How is (neuro)borreliosis treated? Well, by 2-3 weeks of doxycycline, 200-300 mg per day, according to several guidelines.
It should be mentioned that G.Steiner in his 1962 book already listed more than half a dozen findings by other independent groups supporting his discovery (but he was the only one to show the localisation of the chronic borrelial infection to the active MS lesions), i.e. Newman et al. from Stanford
http://www.ncbi.nlm.nih.gov/pmc/articles/pmid/13608292/
Since then much more evidence has been published supporting the G.Steiner discoveries, i.e. by the Brorsons and collegues from Norway in 2001
http://www.ncbi.nlm.nih.gov/pubmed/11787831
Dr. Judith Miklossy has repeated the histopathological work of G.Steiner with modern methods (immunofluorescence...) and similar results (personal communication), but unpublished, as far as I know. (Her major work is on spirochetal etiology of Alzheimer's disease, worthy of a Nobel Prize...)
Doxycycline obviously is very effective in MS, even at a low dose of 100 mg per day, see
http://archneur.jamanetwork.com/article ... eid=795219 and
http://www.ncbi.nlm.nih.gov/pmc/articles/pmid/24250865/
ALL this is completely ignored by mainstream neurology!
Here in Germany a number of definitely diagnosed MS patients have tried doxycycline for 2-3 weeks and report improvements (no relevant side effects), as soon as very few days from the start: This is another proof of the theory of Prof. Gabriel Steiner.
I could go on with further evidence, but I think this suffices to demonstrate that MS is a severe form of late (CNS-)neuroborreliosis and can successfully be treated with a relatively short course of oral doxycycline.
Continuous treatment is unknown in tick borreliosis (unlike the various protocols in case of MS, i.e. in the studies mentioned above, or in others with minocycline).
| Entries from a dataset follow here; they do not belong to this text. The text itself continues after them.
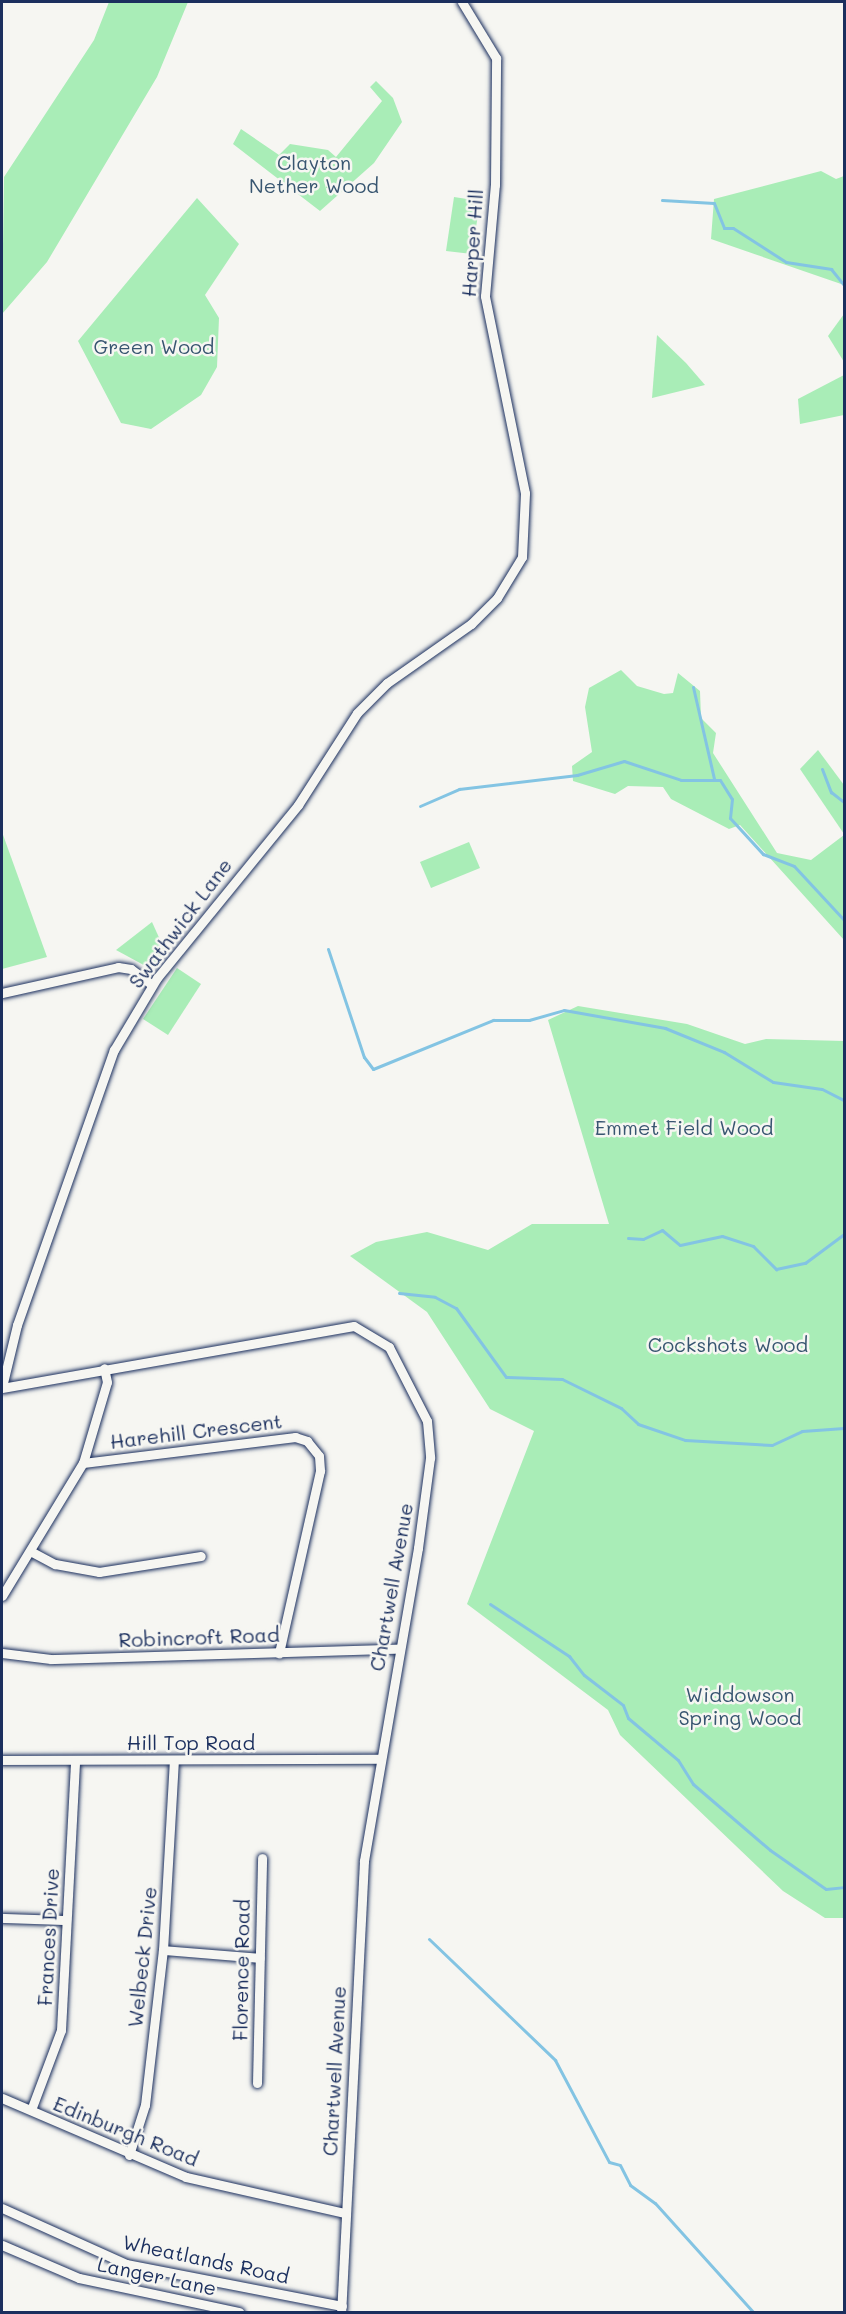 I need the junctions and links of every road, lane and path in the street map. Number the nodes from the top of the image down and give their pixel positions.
1 (465, 3) edge
2 (519, 565) joint
3 (152, 985) junction
4 (2, 993) edge
5 (104, 1368) junction
6 (2, 1387) edge
7 (83, 1463) junction
8 (32, 1552) junction
9 (201, 1556) dead end
10 (2, 1596) edge
11 (398, 1649) junction
12 (2, 1653) edge
13 (279, 1653) junction
14 (75, 1760) junction
15 (174, 1760) junction
16 (381, 1760) junction
17 (2, 1761) edge
18 (262, 1858) dead end
19 (2, 1918) edge
20 (66, 1920) junction
21 (163, 1950) junction
22 (260, 1958) junction
23 (257, 2083) dead end
24 (2, 2098) edge
25 (31, 2110) junction
26 (129, 2155) junction
27 (2, 2208) edge
28 (344, 2213) junction
29 (2, 2245) edge
30 (342, 2309) edge
31 (239, 2313) edge

1 - 2 street, Harper Hill
2 - 3 street, Swathwick Lane
3 - 4 street
3 - 6 street, Swathwick Lane
5 - 6 street, Chartwell Avenue
5 - 7 street
5 - 11 street, Chartwell Avenue
7 - 8 street
7 - 13 street, Harehill Crescent
8 - 9 street
8 - 10 street
11 - 13 street, Robincroft Road
11 - 16 street, Chartwell Avenue
12 - 13 street, Robincroft Road
14 - 15 street, Hill Top Road
14 - 17 street, Hill Top Road
14 - 20 street, Frances Drive
15 - 16 street, Hill Top Road
15 - 21 street, Welbeck Drive
16 - 28 street, Chartwell Avenue
18 - 22 street, Florence Road
19 - 20 street
20 - 25 street, Frances Drive
21 - 22 street
21 - 26 street, Welbeck Drive
22 - 23 street, Florence Road
24 - 25 street, Edinburgh Road
25 - 26 street, Edinburgh Road
26 - 28 street, Edinburgh Road
27 - 30 street, Wheatlands Road
28 - 30 street, Chartwell Avenue
29 - 31 street, Langer Lane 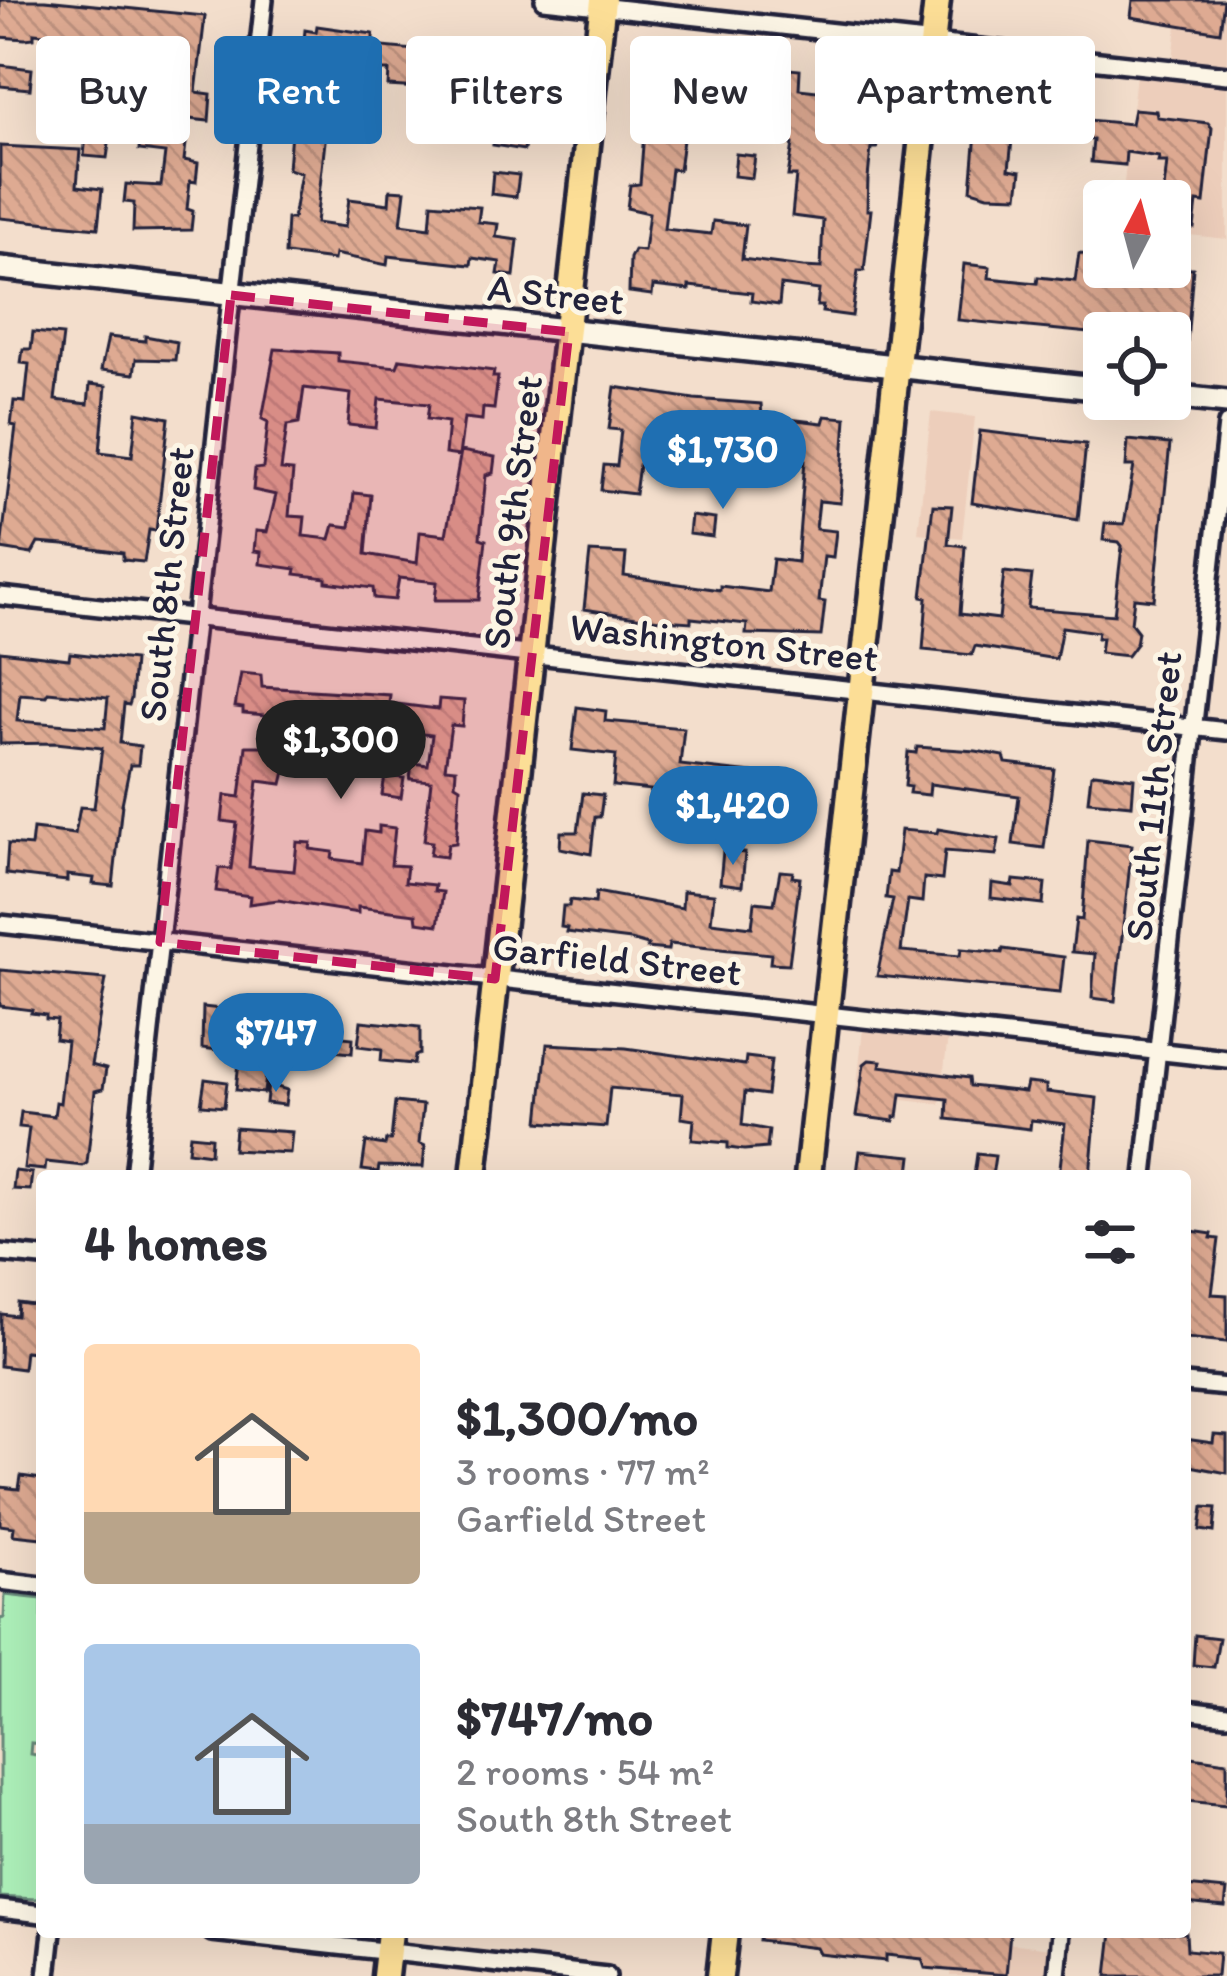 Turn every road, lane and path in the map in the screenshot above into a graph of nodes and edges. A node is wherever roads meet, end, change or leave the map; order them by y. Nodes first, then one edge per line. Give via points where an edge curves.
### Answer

In order to prevent relapses the pulse scheme developed by me might work, preventing the reconversion or rather multiplication of borreliae reconverted from the cystic forms demonstrated in MS CSF by Brorson et al. 2001 (see link above).
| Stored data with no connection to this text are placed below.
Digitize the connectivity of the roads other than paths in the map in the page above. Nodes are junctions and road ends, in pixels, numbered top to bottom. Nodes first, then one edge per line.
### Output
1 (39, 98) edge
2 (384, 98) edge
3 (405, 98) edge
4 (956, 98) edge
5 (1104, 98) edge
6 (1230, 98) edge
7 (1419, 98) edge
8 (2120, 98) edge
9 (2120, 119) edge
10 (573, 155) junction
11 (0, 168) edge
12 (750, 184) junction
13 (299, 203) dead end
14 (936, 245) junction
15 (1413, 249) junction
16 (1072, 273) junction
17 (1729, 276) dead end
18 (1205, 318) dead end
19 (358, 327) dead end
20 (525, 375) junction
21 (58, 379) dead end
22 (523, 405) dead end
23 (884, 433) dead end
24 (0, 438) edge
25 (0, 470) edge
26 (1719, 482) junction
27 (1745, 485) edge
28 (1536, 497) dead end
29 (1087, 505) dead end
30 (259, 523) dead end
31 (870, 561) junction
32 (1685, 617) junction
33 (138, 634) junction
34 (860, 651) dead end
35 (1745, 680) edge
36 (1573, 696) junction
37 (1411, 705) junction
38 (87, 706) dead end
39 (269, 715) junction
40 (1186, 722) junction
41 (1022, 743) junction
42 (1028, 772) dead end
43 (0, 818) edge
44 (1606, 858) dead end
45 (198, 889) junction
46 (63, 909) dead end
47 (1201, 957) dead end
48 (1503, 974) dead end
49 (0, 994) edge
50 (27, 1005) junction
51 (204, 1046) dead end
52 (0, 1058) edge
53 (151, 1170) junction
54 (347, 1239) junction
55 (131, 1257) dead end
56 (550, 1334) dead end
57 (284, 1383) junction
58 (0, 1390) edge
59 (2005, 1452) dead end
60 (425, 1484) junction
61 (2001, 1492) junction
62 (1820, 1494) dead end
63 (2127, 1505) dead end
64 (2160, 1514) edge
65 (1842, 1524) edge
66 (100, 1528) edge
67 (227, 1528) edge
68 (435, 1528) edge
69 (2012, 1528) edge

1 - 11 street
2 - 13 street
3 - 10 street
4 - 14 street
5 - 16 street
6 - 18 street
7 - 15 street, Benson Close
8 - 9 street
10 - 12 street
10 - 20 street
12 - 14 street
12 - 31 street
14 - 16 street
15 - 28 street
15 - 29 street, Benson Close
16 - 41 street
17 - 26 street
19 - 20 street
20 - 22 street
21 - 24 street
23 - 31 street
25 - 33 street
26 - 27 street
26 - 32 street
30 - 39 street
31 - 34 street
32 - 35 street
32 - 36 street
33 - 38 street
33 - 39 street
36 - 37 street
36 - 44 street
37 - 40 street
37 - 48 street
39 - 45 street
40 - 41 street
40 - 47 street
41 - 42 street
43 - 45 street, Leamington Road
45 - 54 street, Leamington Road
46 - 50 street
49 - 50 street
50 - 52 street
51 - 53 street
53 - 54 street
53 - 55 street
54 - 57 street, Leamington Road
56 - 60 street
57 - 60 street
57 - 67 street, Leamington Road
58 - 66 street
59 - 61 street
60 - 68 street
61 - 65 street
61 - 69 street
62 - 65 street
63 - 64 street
---------------------------------------------------
My final conclusion is that MS is an active chronic CNS infection, which should be treated as such.
Of course there is the possibility that other causes might produce MS (McDonald criteria...): we could deal with that once the fraction of CIS and early active MS patients not reacting to "standard doxycycline treatment" has been determined. I expect this fraction to be small...
I already have mentioned that B.burgdorferi might impair the walls of veins, including (varicose) veins on the legs where most ticks bite (in adults):
http://www.thisisms.com/forum/post237741.html#p237741
-- second last paragraph of my post at the end of that page.
Has anyone seriously considered the possibility that CSSVI might be the result of a chronic infecion of the venous wall, namely by B.burgdorferi? I have stated that possibility several times before in German.
Certainly someone in this forum knows some scientist interested in the cause of varicosis and might ask to investigate in this direction? The main impairment of blood flow in the CNS in MS will be at the level of venules and has to be treated by treating the causal infection, I am convinced.
(Btw: is any antibiotic used in venoplasty? Could this possibly explain some of the improvements seen after the "liberation procedure"?)
Prof. Gabriel Steiner suggested to cure (control?) MS by antimicrobial therapy as early as 1922, as far as I am aware. Doxycycline (obviously the agent of choice) has been available for about half a century by now.
50 years after the death of G.Steiner it is high time to test if his vision is valid.